C10. An ultra-rare case of Hutchinson–Gilford progeria syndrome with severe aortic regurgitation due to bicuspid aortic valve in a 9-year-old girl

Abstract

Abstract Background Hutchinson-Gilford progeria syndrome (HGPS) is an ultra-rare autosomal dominant that result in progressive premature aging syndrome. Cardiovascular diseases become the main cause of mortality including myocardial infarction, interstitial myocardial fibrosis, hypertension and calcification of the mitral and aortic valves. However, the relationship between HGPS and bicuspid aortic valve (BAV) has not been documented yet.

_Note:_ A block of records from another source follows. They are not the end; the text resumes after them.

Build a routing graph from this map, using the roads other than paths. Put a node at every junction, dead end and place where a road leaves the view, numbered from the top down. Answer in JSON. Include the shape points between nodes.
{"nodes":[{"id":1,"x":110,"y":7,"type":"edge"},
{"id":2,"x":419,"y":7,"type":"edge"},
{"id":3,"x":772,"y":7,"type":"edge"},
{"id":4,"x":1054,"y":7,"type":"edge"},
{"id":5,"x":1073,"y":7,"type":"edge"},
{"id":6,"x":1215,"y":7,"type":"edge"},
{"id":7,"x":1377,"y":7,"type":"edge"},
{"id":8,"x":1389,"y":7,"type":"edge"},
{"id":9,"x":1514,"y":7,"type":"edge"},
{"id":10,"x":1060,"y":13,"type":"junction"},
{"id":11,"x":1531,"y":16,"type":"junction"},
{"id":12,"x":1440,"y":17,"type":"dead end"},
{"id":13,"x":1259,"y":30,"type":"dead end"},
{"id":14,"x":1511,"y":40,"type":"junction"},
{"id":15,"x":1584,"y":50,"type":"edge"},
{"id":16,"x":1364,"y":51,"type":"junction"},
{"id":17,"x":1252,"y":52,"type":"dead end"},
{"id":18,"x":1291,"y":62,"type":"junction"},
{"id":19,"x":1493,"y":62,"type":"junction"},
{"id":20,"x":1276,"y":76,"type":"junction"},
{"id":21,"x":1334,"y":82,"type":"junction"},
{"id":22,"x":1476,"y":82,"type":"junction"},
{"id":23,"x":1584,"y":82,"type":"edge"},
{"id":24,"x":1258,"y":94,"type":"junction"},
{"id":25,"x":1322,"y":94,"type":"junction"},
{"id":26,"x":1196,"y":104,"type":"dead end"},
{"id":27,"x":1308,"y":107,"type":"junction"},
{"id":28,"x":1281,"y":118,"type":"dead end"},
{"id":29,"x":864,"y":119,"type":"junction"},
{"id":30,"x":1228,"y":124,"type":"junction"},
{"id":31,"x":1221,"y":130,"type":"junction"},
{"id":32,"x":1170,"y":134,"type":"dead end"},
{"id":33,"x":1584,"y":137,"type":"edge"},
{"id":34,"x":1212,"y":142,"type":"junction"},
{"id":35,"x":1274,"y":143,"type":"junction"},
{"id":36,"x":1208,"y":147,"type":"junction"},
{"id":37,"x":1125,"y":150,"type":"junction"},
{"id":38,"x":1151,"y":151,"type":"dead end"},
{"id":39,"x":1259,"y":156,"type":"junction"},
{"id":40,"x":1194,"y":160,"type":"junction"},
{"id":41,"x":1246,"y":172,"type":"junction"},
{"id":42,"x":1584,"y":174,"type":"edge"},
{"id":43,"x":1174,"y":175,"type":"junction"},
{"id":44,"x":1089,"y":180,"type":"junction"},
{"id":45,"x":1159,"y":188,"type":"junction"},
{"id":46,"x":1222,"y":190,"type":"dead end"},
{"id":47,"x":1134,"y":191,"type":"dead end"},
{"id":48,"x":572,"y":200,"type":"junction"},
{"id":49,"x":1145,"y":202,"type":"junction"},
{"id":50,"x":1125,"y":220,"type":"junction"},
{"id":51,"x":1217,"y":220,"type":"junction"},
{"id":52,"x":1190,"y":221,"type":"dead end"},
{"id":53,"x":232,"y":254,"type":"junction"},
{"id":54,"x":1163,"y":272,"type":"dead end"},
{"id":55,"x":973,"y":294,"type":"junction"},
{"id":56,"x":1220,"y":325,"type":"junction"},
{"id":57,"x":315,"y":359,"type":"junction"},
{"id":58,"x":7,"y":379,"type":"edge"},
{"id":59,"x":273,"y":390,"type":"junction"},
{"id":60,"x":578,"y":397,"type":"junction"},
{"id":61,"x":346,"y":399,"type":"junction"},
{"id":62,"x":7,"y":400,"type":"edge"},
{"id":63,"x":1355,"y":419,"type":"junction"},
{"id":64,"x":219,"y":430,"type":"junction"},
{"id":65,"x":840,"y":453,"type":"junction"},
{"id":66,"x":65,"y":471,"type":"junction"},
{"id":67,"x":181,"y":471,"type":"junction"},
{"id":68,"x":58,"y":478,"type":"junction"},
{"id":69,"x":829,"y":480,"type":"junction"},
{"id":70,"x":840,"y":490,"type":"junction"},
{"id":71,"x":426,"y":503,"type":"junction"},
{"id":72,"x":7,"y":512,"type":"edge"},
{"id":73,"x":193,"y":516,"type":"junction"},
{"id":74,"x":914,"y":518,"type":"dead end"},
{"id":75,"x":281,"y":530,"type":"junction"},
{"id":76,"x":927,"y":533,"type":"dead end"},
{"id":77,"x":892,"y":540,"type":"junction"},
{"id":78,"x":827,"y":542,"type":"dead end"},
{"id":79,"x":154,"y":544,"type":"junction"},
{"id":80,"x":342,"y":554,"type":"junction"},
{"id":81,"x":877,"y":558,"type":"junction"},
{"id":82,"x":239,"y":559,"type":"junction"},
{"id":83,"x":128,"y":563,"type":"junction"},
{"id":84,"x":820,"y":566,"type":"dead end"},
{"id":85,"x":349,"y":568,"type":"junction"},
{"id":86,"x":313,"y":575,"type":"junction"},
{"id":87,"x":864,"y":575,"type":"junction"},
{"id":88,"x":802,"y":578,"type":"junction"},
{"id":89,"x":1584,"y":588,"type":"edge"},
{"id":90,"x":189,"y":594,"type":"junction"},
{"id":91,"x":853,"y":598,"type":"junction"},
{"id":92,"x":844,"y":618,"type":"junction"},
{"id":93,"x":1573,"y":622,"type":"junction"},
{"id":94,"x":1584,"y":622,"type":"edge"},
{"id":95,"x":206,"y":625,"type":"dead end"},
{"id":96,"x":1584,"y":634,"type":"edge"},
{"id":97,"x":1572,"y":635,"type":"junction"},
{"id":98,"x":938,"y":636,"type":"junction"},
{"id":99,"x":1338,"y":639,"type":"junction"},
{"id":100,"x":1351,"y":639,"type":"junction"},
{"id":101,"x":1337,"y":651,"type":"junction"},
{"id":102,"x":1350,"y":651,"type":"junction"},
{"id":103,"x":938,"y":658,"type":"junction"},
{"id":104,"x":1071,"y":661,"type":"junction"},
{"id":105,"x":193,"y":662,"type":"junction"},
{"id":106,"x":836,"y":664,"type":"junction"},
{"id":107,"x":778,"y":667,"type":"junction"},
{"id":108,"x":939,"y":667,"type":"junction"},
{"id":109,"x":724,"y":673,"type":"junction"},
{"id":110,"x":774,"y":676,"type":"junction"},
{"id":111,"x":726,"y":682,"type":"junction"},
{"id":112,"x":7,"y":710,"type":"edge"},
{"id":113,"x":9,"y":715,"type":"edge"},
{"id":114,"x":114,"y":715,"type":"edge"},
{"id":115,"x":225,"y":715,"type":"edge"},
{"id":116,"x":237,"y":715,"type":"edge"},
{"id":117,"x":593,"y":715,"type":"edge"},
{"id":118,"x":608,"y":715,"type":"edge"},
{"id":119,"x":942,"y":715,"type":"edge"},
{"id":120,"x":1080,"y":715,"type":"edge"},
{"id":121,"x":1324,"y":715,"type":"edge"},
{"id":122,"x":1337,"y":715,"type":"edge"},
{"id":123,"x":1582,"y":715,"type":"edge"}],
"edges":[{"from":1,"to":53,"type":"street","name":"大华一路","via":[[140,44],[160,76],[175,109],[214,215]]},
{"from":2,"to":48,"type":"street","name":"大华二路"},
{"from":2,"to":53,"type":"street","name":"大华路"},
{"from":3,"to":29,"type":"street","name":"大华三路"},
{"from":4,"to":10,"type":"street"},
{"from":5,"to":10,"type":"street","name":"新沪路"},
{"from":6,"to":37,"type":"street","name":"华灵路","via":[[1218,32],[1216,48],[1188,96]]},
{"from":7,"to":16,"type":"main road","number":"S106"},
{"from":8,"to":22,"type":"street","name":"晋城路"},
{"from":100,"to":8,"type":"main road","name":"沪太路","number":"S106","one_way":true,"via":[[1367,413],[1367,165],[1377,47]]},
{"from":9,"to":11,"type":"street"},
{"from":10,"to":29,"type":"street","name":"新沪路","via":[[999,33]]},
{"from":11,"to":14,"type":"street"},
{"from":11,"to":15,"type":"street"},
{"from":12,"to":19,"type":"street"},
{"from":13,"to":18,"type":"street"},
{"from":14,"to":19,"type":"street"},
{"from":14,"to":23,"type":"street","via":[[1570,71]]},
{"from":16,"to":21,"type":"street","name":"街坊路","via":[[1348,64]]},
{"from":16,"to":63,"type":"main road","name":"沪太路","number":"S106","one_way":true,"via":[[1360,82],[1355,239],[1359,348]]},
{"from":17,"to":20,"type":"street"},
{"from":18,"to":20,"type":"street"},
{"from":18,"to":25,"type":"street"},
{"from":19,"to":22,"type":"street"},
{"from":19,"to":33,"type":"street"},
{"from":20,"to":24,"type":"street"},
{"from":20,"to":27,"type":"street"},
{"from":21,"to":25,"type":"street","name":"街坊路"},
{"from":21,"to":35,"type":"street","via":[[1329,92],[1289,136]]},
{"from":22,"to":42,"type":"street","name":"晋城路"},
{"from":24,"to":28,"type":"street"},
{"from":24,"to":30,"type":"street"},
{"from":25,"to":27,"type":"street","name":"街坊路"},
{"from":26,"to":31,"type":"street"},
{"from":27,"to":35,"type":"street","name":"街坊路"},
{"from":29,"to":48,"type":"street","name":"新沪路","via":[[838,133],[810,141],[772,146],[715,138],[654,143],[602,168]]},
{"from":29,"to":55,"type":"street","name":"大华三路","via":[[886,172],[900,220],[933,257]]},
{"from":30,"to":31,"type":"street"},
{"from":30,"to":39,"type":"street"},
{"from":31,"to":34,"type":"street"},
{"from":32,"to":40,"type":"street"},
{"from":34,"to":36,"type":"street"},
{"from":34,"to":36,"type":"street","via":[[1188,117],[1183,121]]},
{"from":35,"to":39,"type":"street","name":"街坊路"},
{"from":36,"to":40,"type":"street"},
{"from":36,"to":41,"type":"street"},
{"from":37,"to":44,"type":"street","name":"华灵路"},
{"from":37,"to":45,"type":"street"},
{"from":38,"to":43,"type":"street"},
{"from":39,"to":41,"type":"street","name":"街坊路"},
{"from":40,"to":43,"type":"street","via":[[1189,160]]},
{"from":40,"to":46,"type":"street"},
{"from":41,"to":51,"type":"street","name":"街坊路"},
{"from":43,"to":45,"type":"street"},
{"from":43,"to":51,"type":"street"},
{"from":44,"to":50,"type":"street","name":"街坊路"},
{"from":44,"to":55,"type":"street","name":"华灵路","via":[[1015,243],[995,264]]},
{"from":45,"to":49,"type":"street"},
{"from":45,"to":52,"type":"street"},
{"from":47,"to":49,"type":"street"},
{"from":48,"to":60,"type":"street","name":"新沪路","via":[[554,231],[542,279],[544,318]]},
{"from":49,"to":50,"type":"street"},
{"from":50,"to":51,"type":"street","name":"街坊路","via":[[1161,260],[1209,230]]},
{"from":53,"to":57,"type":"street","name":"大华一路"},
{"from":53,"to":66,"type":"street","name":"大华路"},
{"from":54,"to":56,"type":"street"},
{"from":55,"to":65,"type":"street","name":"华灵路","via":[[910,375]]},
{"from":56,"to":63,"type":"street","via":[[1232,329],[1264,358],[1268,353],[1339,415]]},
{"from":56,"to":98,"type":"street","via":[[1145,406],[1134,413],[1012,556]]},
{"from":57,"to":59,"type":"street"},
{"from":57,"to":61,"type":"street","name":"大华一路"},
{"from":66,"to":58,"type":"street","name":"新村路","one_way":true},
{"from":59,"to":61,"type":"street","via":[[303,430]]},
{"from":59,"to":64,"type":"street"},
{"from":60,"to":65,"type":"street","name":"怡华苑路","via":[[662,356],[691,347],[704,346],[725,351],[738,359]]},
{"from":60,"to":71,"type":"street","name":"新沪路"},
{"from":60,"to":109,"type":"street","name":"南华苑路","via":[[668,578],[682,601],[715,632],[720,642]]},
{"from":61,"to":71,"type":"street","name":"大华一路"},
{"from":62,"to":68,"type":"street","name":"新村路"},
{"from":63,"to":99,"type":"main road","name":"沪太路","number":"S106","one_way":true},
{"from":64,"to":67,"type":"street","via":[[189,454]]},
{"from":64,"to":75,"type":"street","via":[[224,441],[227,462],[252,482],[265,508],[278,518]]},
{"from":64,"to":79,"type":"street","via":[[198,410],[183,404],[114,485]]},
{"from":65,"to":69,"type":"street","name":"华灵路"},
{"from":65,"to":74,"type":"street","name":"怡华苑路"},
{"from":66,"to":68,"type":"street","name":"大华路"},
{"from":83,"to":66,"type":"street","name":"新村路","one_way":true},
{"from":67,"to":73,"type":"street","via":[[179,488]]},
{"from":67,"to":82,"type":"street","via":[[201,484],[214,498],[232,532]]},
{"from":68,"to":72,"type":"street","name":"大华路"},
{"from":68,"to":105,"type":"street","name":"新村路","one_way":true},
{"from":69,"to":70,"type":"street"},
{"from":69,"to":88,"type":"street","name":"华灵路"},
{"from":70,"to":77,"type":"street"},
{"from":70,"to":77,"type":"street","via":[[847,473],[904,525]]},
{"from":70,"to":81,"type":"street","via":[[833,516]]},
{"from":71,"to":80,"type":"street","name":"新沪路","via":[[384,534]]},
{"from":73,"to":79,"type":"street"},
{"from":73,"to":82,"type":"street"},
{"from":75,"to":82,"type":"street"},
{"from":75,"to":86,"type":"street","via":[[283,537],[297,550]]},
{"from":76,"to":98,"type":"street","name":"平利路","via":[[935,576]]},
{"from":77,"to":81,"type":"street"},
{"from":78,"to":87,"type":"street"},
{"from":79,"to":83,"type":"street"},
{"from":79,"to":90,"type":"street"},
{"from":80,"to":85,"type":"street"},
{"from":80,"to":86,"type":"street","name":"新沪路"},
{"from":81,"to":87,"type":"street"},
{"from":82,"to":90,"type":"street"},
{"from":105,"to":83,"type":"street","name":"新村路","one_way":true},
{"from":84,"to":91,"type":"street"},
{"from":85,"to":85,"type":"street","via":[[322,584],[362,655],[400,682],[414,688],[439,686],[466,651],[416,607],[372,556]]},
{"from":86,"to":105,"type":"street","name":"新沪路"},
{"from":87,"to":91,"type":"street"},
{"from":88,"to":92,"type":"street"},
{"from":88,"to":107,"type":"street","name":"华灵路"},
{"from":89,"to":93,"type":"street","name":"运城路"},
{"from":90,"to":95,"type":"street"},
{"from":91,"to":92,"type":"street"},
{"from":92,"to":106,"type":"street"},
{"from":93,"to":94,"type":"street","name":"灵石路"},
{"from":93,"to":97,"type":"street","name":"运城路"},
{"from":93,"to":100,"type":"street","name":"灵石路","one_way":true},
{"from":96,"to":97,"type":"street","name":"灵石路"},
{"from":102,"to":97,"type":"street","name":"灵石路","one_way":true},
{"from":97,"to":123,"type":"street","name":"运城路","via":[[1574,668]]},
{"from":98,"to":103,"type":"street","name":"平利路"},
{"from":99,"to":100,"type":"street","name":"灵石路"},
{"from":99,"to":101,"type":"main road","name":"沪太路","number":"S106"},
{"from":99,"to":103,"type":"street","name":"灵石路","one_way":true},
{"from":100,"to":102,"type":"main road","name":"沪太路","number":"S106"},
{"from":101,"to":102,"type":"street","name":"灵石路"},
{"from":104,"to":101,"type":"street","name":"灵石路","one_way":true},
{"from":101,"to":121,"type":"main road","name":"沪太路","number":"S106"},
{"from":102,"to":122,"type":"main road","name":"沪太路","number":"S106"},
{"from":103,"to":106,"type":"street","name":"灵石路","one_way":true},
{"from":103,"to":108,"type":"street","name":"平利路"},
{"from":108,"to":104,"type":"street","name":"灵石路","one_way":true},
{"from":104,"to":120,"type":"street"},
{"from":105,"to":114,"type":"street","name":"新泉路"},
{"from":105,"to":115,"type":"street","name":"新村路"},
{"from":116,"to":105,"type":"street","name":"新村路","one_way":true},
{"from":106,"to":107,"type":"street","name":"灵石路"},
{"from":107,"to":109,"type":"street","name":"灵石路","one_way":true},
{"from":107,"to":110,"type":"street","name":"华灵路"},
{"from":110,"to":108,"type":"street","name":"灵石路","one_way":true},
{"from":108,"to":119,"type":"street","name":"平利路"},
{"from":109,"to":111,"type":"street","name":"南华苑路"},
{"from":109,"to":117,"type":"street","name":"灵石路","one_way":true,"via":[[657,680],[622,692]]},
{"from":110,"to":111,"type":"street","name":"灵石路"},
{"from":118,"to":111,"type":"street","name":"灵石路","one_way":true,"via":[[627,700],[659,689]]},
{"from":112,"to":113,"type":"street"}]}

Case Summary A 9-year-old girl with HGPS presented to the outpatient clinic with a complaint of shortness of breath since 5 years ago, especially when she did moderate physical activity. Chest pain and palpitation were denied. Her physical examination revealed short stature, thin, wrinkled skin, craniofacial disproportion with alopecia, shrunken facies and prominent scalp veins. There was failure to thrive and diastolic murmur grade 2/4 is heard on the aortic area. Laboratory test showed leukocytosis. Transthoracic echocardiogram showed severe aortic regurgitation due to calcified bicuspid aortic valve and mild mitral regurgitation. She was managed by conservative therapy because her parents were still considering the aortic valve repair procedure. Discussion The HGPS patient with severe aortic regurgitation due to BAV should be managed to reduce cardiovascular complications. Aortic valve repair is an interesting alternative to replacement managing aortic regurgitation due to BAV in young adults. Recently, advanced science about BAV disease and refinement of surgical techniques improved standardization of BAV repair procedure.